We also demonstrated other beneficial changes in OS markers regarding TAC. SFN treatment was associated with a significant increase of TAC in blood and hippocampus. In the cortex, there was also a trend of increase in TAC; however, this did not reach statistical significance. Importantly, SFN treatment in sham animals (not subjected to SE), also showed similar behaviour.
Finally, human data demonstrate numerous alterations in the hippocampus of TLE patients, including hippocampal sclerosis (HS) and cell death [
33], and experimental models of TLE (mainly KA-induced SE) also showed high death rates in hippocampi, with the most noticeably changes appear in CA1 and CA3 hippocampal subregions [
34,
35,
36,
37]. We therefore asked whether the activation of Nrf2, and the related antioxidant effects showed above can be neuroprotective and decrease neuronal cell death in these two subregions.

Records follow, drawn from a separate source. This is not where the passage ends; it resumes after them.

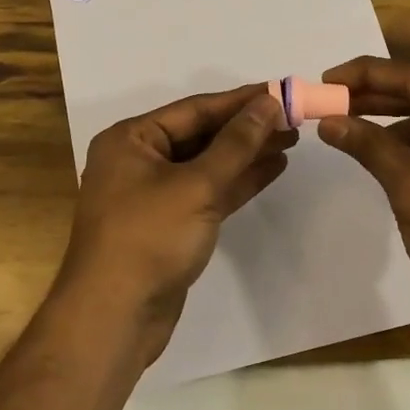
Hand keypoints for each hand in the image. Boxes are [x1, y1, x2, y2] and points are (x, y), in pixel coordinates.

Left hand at [57, 84, 296, 361]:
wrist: (115, 317)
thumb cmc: (149, 238)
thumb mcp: (196, 185)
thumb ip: (235, 144)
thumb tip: (267, 104)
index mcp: (131, 140)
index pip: (195, 109)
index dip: (240, 101)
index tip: (281, 91)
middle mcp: (139, 161)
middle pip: (201, 134)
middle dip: (247, 128)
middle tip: (293, 119)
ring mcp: (154, 194)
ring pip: (208, 164)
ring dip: (247, 154)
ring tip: (290, 141)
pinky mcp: (170, 225)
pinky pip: (208, 192)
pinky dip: (238, 182)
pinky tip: (271, 170)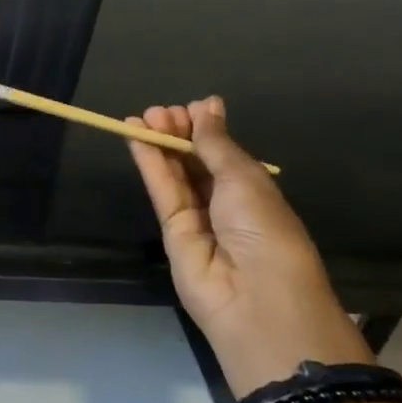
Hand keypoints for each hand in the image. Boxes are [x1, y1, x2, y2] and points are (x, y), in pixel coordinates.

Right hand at [127, 97, 369, 391]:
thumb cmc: (264, 229)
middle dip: (178, 133)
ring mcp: (197, 218)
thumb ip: (215, 143)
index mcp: (253, 188)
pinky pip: (161, 191)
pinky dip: (149, 164)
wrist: (255, 297)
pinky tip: (136, 139)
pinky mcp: (171, 232)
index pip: (222, 152)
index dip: (205, 128)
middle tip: (158, 111)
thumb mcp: (244, 178)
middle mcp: (225, 202)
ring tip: (142, 117)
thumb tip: (207, 105)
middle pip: (195, 161)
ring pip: (175, 174)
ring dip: (160, 144)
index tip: (190, 106)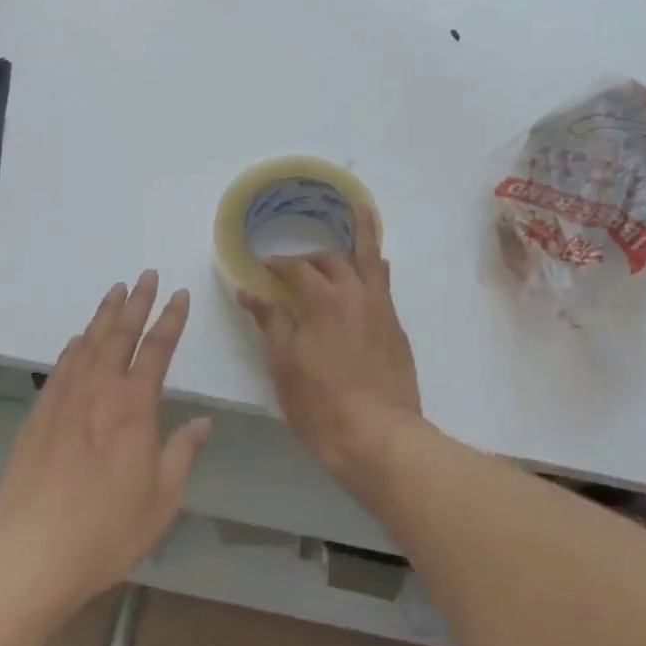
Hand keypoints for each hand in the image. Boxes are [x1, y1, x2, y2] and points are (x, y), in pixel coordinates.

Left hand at [0, 271, 210, 610]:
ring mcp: (64, 401)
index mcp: (134, 406)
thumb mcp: (162, 499)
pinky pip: (60, 368)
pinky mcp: (38, 417)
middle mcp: (99, 391)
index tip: (180, 294)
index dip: (171, 319)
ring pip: (88, 344)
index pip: (157, 348)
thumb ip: (183, 454)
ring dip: (104, 315)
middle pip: (121, 334)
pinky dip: (73, 347)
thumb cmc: (107, 530)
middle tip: (145, 275)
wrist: (30, 555)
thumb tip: (202, 422)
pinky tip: (78, 340)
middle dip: (137, 301)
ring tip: (115, 291)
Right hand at [238, 206, 422, 489]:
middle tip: (294, 264)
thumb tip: (249, 289)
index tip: (263, 267)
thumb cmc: (321, 403)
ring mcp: (381, 308)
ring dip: (362, 234)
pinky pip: (384, 283)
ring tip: (360, 209)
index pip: (296, 268)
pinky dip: (374, 266)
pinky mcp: (396, 327)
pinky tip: (373, 266)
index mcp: (324, 298)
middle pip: (332, 259)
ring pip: (370, 259)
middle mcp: (356, 292)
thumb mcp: (284, 363)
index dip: (277, 264)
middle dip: (310, 256)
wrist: (379, 436)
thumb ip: (270, 320)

Indeed, our results confirmed previous findings demonstrating a significant cell loss in the CA1 and CA3 hippocampal subregions of rats subjected to KA-induced SE, and show that treatment with SFN for 5 days after SE significantly decreased the neuronal cell loss in these regions.
In conclusion, the results reported here suggest that oxidative processes may contribute to SE-induced neurodegeneration and clearly indicate that antioxidant treatment via Nrf2 activation using SFN can exert neuroprotection against SE-induced toxicity and has potential as a disease-modifying treatment in epilepsy.